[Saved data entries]
*** Begin section ***
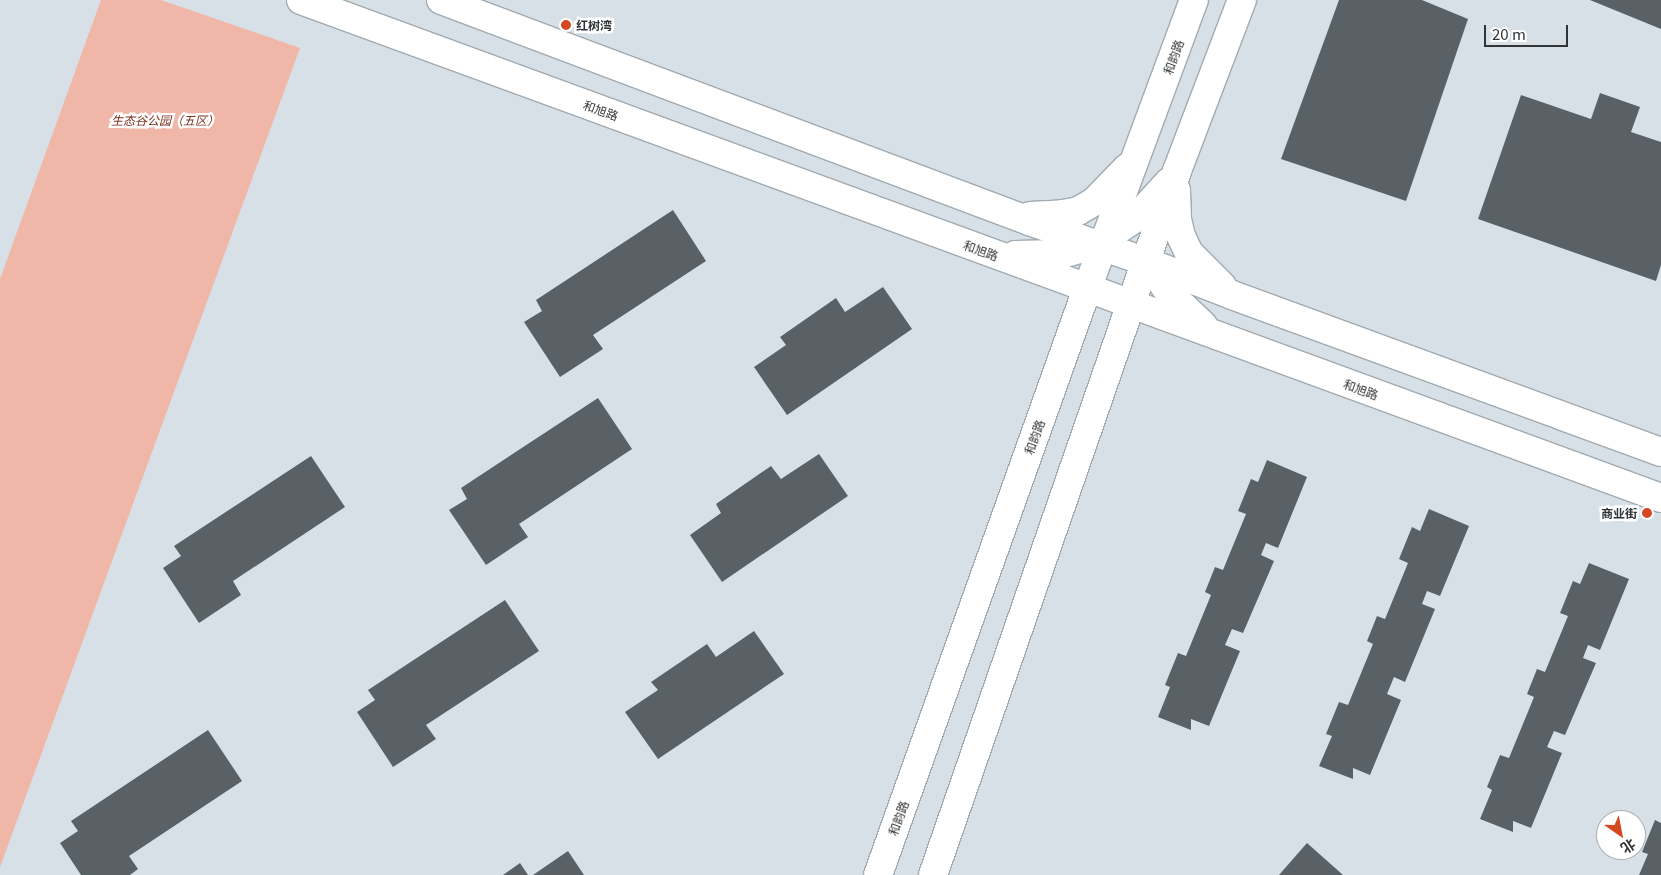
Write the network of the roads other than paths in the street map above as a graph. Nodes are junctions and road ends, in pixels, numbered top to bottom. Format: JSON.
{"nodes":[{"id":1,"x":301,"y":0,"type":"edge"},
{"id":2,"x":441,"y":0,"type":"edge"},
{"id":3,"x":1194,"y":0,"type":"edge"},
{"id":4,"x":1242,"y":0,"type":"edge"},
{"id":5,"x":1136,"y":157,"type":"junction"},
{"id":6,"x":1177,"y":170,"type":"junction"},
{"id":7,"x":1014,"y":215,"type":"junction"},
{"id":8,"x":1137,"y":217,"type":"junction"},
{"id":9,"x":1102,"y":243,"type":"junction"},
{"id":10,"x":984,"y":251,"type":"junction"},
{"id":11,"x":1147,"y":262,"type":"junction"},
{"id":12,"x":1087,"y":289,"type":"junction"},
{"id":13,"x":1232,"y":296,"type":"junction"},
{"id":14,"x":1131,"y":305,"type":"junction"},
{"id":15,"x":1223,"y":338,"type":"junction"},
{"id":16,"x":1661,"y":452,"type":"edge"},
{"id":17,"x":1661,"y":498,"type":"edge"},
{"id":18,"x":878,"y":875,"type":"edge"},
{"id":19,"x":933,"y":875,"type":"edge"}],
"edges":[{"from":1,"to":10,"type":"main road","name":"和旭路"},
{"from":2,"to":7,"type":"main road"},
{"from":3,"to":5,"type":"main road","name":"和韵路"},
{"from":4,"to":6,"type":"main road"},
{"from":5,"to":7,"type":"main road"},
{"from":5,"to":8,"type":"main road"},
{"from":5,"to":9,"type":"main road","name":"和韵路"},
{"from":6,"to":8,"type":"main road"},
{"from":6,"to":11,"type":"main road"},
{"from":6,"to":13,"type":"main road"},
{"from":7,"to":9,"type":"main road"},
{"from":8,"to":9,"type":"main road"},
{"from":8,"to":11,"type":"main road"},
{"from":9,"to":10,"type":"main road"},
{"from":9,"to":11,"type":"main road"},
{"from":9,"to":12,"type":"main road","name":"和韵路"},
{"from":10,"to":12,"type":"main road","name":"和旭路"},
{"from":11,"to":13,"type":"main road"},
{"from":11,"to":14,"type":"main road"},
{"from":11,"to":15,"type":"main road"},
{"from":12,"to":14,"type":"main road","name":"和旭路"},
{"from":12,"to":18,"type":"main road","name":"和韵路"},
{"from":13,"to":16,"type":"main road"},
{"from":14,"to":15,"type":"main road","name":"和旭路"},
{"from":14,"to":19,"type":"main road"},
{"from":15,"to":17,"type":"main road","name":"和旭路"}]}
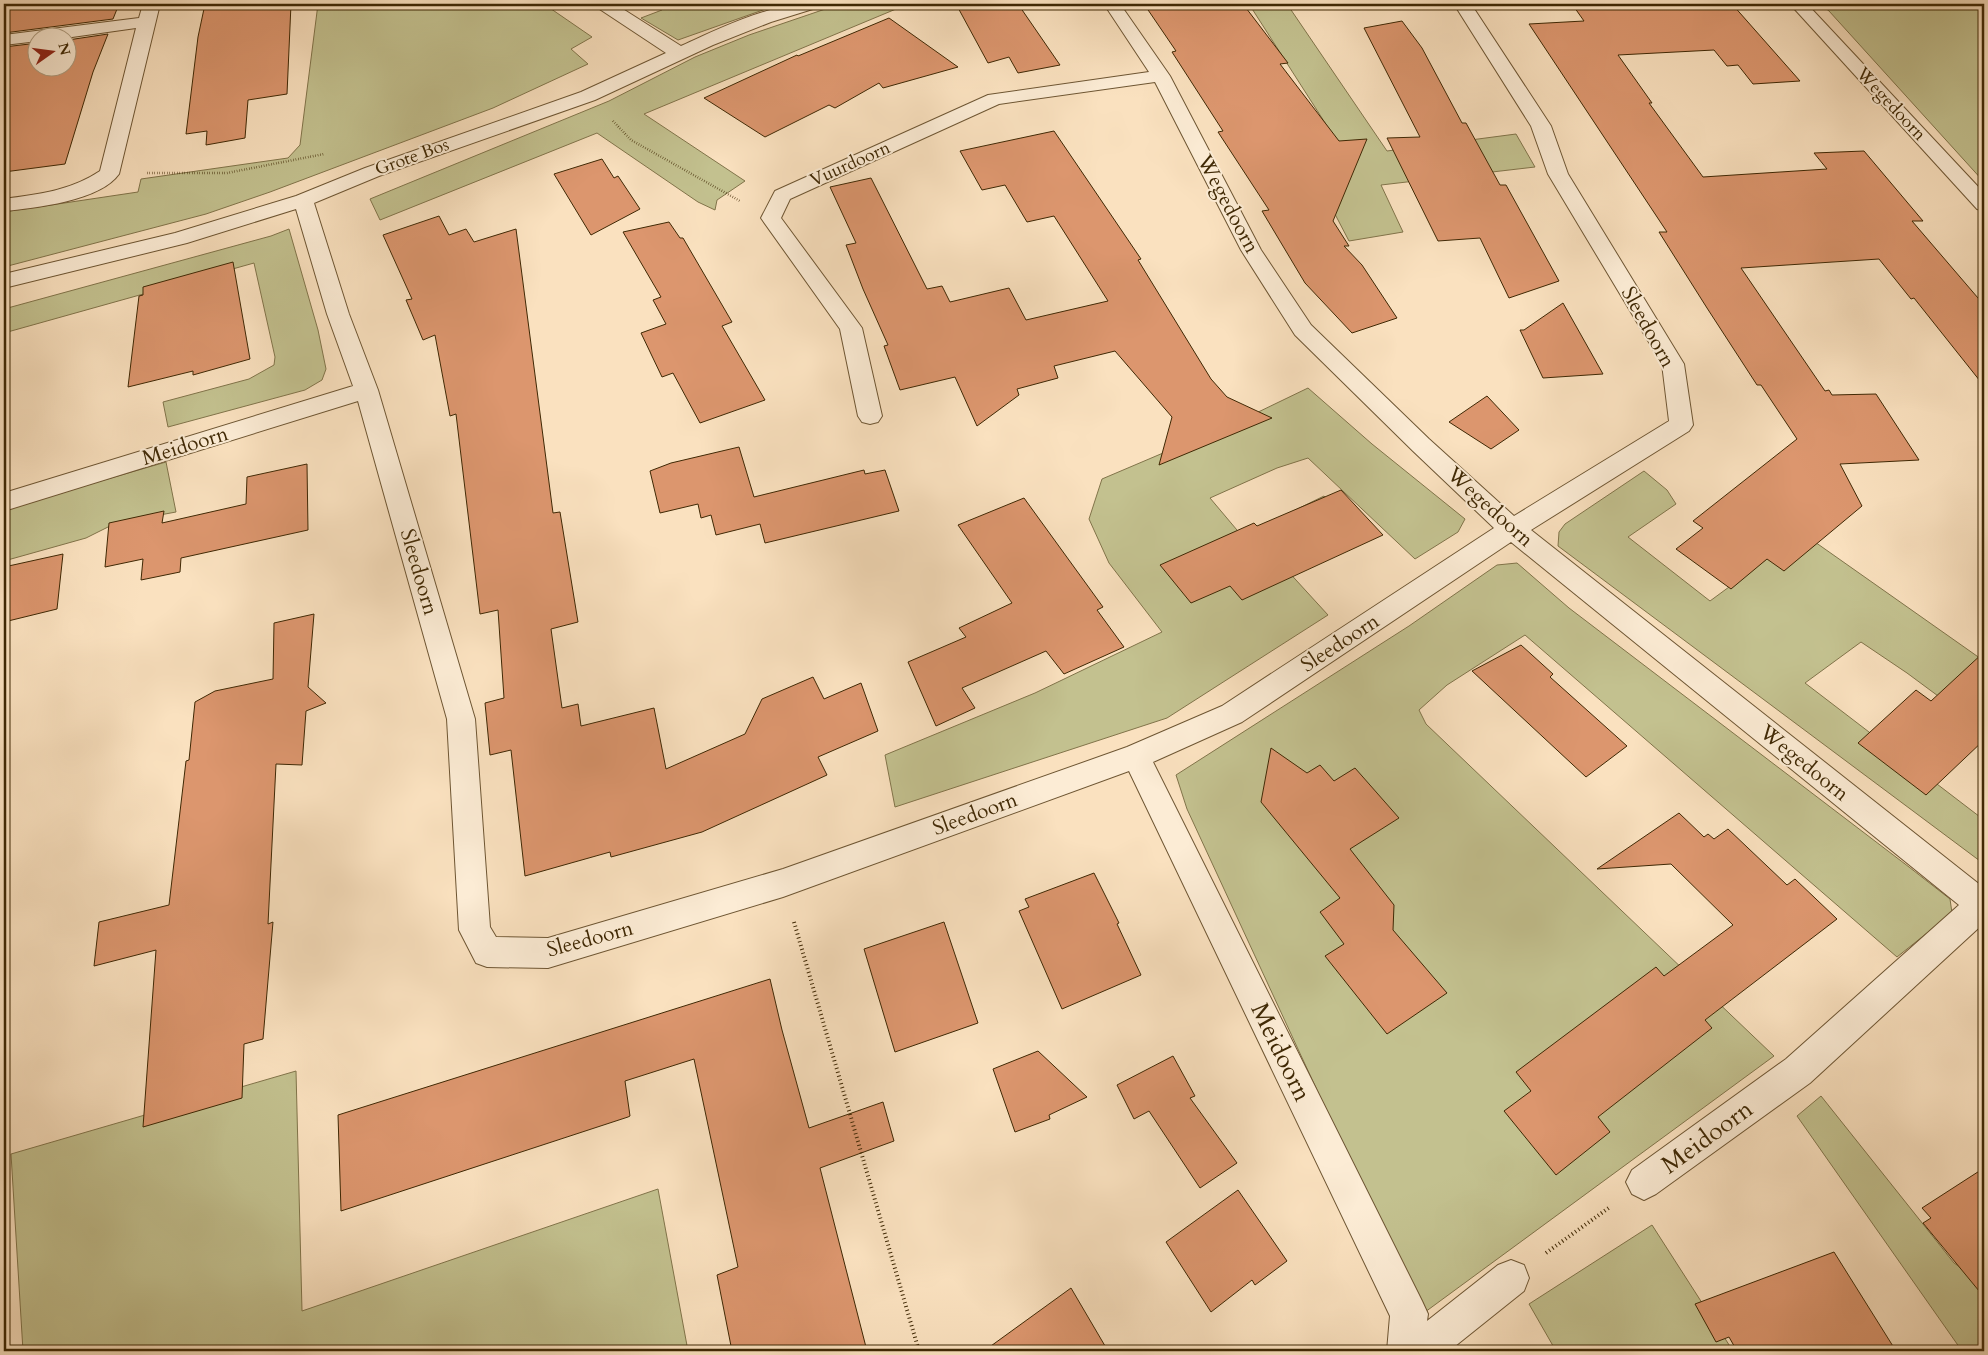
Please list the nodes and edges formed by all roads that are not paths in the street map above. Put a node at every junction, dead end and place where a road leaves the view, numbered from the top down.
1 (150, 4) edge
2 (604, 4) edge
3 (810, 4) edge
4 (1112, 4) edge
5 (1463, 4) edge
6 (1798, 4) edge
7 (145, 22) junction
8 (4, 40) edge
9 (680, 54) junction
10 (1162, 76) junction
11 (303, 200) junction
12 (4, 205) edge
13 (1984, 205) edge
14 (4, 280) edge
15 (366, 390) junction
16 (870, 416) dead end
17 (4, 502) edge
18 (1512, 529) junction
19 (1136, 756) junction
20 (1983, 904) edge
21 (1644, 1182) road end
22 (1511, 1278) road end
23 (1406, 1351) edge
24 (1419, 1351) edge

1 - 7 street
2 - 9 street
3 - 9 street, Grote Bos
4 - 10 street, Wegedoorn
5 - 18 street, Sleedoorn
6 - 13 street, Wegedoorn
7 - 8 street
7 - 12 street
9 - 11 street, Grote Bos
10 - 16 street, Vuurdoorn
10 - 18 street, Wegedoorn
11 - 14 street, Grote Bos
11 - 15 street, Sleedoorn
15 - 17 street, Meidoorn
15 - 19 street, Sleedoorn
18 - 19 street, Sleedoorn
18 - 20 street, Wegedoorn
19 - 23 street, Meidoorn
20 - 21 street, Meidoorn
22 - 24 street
*** End section ***
DIRECTIONS FOR THIS TASK: Give the number of lines in the entries that include the string "above", and nothing else.

TASK ANSWER: 2